-- WORKING DATA follows --
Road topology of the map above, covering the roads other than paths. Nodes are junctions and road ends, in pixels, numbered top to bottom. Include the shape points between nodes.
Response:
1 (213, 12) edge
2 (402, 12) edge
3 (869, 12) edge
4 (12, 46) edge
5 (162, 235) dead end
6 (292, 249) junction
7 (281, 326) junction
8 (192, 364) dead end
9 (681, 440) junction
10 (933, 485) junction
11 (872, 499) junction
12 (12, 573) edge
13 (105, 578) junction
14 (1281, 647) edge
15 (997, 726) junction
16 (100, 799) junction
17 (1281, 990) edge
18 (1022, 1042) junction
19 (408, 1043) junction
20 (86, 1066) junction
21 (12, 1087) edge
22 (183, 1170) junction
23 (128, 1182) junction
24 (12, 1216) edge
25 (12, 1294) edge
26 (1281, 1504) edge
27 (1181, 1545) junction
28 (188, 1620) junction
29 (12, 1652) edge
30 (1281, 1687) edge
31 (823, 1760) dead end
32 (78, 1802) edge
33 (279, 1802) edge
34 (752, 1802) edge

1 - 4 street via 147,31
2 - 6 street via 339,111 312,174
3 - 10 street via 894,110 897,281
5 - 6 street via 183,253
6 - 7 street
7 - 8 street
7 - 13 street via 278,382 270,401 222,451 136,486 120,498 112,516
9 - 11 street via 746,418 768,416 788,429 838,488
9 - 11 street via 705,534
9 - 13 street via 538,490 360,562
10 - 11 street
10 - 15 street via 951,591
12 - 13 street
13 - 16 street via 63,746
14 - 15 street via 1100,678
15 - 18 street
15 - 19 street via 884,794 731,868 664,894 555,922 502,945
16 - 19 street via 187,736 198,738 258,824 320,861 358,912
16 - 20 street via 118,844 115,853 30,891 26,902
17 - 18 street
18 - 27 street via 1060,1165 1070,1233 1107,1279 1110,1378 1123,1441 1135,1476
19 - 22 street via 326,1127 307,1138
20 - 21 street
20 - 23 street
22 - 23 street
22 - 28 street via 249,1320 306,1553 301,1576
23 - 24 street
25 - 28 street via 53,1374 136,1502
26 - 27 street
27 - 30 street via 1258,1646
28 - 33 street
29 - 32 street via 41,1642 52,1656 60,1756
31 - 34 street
-- WORKING DATA concluded --
-- WORKING DATA follows --
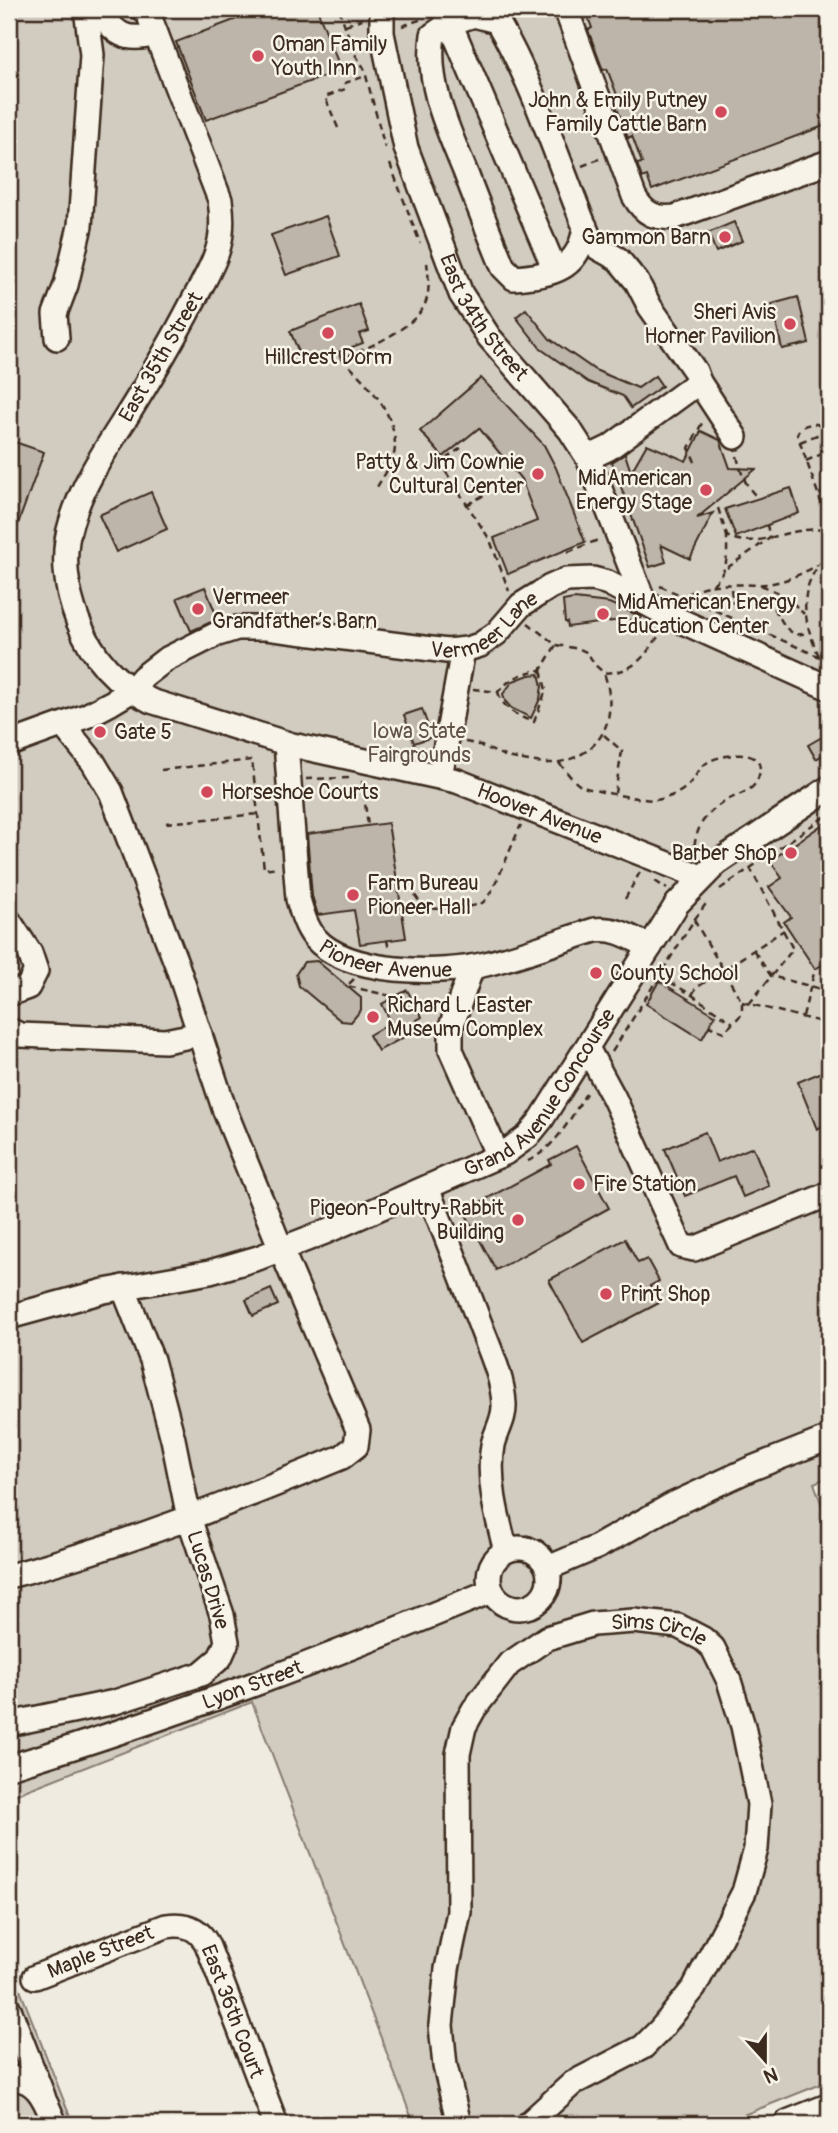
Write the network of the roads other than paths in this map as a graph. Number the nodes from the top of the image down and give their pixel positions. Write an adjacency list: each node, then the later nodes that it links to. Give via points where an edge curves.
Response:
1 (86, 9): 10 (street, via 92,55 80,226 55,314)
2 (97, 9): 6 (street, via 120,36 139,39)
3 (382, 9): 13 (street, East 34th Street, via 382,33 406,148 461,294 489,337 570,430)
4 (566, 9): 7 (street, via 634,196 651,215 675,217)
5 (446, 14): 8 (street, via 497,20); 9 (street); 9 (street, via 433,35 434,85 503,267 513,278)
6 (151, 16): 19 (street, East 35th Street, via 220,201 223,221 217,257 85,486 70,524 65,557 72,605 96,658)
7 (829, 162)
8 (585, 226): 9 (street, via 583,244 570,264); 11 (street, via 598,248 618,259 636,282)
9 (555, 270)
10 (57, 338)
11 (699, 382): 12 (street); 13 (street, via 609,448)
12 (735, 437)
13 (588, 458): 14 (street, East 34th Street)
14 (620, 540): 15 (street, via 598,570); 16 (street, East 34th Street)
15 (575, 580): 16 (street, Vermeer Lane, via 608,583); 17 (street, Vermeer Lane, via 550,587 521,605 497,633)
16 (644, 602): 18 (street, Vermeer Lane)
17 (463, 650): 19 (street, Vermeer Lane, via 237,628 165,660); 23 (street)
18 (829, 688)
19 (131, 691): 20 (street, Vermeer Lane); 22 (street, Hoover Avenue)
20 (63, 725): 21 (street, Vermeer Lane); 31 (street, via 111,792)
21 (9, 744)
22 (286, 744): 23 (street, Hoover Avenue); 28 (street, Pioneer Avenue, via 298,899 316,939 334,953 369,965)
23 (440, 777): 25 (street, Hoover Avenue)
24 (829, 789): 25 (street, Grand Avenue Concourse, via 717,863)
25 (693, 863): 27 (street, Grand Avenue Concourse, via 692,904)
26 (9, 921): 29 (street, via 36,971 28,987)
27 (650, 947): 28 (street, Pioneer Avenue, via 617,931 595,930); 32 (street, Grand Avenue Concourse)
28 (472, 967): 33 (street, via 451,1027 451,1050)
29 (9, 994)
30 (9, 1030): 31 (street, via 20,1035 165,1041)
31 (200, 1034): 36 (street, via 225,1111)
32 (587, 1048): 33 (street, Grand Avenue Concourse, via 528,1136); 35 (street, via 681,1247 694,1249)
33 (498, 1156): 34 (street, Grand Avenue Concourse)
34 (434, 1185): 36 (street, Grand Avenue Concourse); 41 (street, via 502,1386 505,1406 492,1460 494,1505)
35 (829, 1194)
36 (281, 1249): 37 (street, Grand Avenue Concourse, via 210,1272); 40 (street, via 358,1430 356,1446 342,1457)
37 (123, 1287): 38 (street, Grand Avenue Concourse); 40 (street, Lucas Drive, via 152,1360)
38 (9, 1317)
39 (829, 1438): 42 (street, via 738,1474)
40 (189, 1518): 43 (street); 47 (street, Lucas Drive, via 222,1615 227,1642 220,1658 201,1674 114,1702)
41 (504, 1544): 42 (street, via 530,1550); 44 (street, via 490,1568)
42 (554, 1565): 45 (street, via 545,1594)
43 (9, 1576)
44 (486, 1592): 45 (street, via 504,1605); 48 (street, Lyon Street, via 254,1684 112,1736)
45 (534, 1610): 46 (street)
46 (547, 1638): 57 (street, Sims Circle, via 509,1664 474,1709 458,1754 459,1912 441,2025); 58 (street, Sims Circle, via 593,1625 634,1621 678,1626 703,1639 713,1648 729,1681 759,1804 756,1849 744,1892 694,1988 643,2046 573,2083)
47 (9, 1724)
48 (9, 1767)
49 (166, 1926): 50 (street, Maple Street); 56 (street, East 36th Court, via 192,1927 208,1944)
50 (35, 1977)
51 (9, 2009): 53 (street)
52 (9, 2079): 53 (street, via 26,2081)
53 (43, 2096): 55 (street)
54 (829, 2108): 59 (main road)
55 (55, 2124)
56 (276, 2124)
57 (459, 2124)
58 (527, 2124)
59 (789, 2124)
-- WORKING DATA concluded --
§ ABOUT THIS EXERCISE:
Would you copy out each line of the records above where the word "Lucas" occurs?

§ COMPLETED EXERCISE:
37 (123, 1287): 38 (street, Grand Avenue Concourse); 40 (street, Lucas Drive, via 152,1360)
40 (189, 1518): 43 (street); 47 (street, Lucas Drive, via 222,1615 227,1642 220,1658 201,1674 114,1702)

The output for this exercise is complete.